W Harry Feinstone Department of Molecular Microbiology and Immunology, Johns Hopkins University, Bloomberg School of Public Health, 615 North Wolfe Street, Suite 5132, Baltimore, Maryland 21205, USA.
Journal of Virology (Impact Factor: 4.65). 09/2010; 84(17):8765-76. DOI: 10.1128/JVI.00853-10
Source: PubMed

ABSTRACT The cytoplasmic tail of the influenza A virus M2 protein is required for the production of infectious virions. In this study, critical residues in the M2 cytoplasmic tail were identified by single-alanine scanning mutagenesis.

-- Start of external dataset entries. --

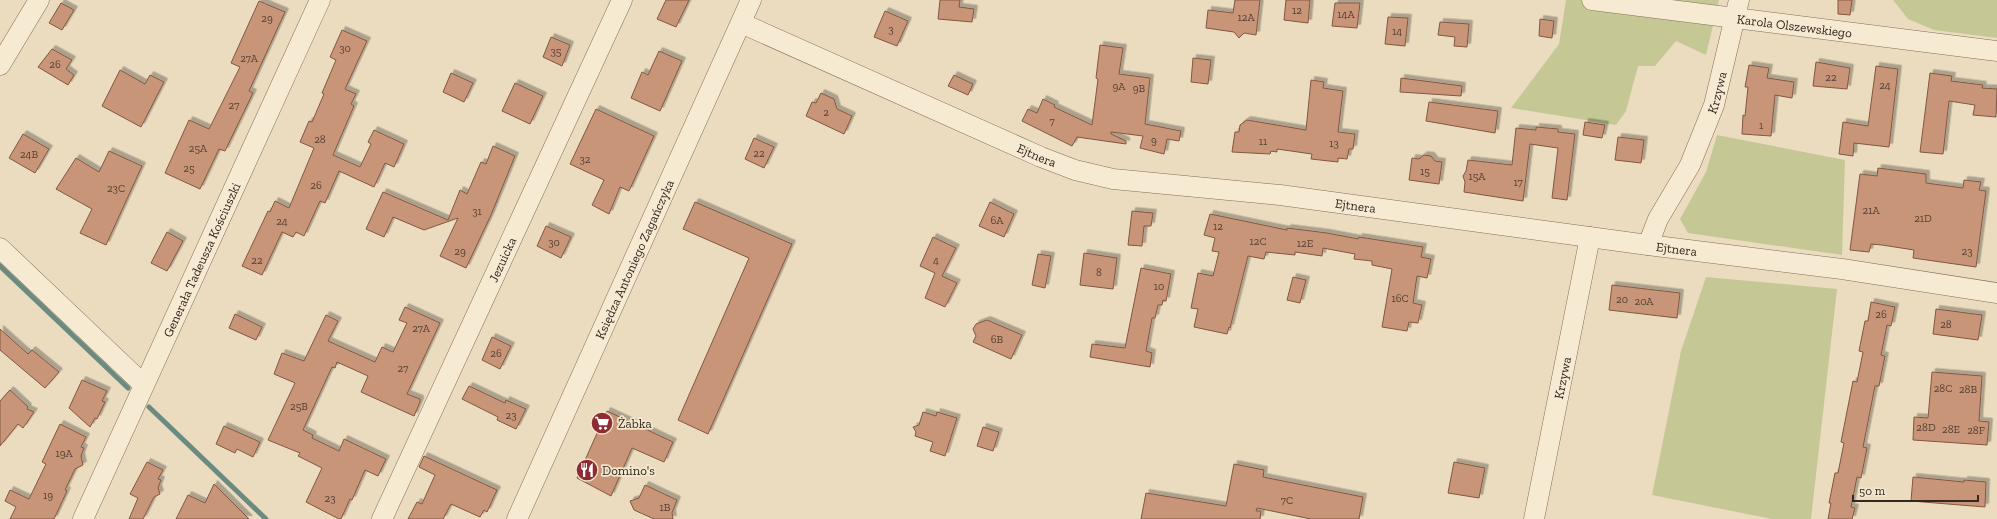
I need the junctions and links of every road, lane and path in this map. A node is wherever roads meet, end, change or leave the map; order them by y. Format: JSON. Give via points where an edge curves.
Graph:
{"nodes":[{"id":1,"x":39,"y":0,"type":"edge"},
{"id":2,"x":320,"y":0,"type":"edge"},
{"id":3,"x":622,"y":0,"type":"edge"},
{"id":4,"x":751,"y":0,"type":"edge"},
{"id":5,"x":1592,"y":0,"type":"edge"},
{"id":6,"x":1737,"y":9,"type":"edge"},
{"id":7,"x":741,"y":23,"type":"junction"},
{"id":8,"x":1997,"y":50,"type":"edge"},
{"id":9,"x":0,"y":65,"type":"edge"},
{"id":10,"x":1590,"y":237,"type":"junction"},
{"id":11,"x":1648,"y":245,"type":"junction"},
{"id":12,"x":0,"y":248,"type":"edge"},
{"id":13,"x":1997,"y":292,"type":"edge"},
{"id":14,"x":144,"y":385,"type":"junction"},
{"id":15,"x":83,"y":519,"type":"edge"},
{"id":16,"x":382,"y":519,"type":"edge"},
{"id":17,"x":517,"y":519,"type":"edge"},
{"id":18,"x":1534,"y":519,"type":"edge"}],
"edges":[{"from":1,"to":9,"type":"street"},
{"from":2,"to":14,"type":"street","name":"Generała Tadeusza Kościuszki"},
{"from":3,"to":16,"type":"street","name":"Jezuicka"},
{"from":4,"to":7,"type":"street","name":"Księdza Antoniego Zagańczyka"},
{"from":5,"to":6,"type":"street","name":"Karola Olszewskiego"},
{"from":6,"to":8,"type":"street","name":"Karola Olszewskiego"},
{"from":6,"to":11,"type":"street","name":"Krzywa","via":[[1714,104],[1690,165],[1658,219]]},
{"from":7,"to":10,"type":"street","name":"Ejtnera","via":[[1074,170],[1114,179],[1280,195]]},
{"from":7,"to":17,"type":"street","name":"Księdza Antoniego Zagańczyka"},
{"from":10,"to":11,"type":"street","name":"Ejtnera"},
{"from":10,"to":18,"type":"street","name":"Krzywa"},
{"from":11,"to":13,"type":"street","name":"Ejtnera","via":[[1842,269]]},
{"from":12,"to":14,"type":"street"},
{"from":14,"to":15,"type":"street","name":"Generała Tadeusza Kościuszki"}]}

The tyrosine residue at position 76, which is conserved in >99% of influenza virus strains sequenced to date, was identified as being critical for the formation of infectious virus particles using both reverse genetics and a protein trans-complementation assay. Recombinant viruses encoding M2 with the Y76A mutation demonstrated replication defects in MDCK cells as well as in primary differentiated airway epithelial cell cultures, defects in the formation of filamentous virus particles, and reduced packaging of nucleoprotein into virus particles. These defects could all be overcome by a mutation of serine to tyrosine at position 71 of the M2 cytoplasmic tail, which emerged after blind passage of viruses containing the Y76A mutation. These data confirm and extend our understanding of the significance of the M2 protein for infectious virus particle assembly.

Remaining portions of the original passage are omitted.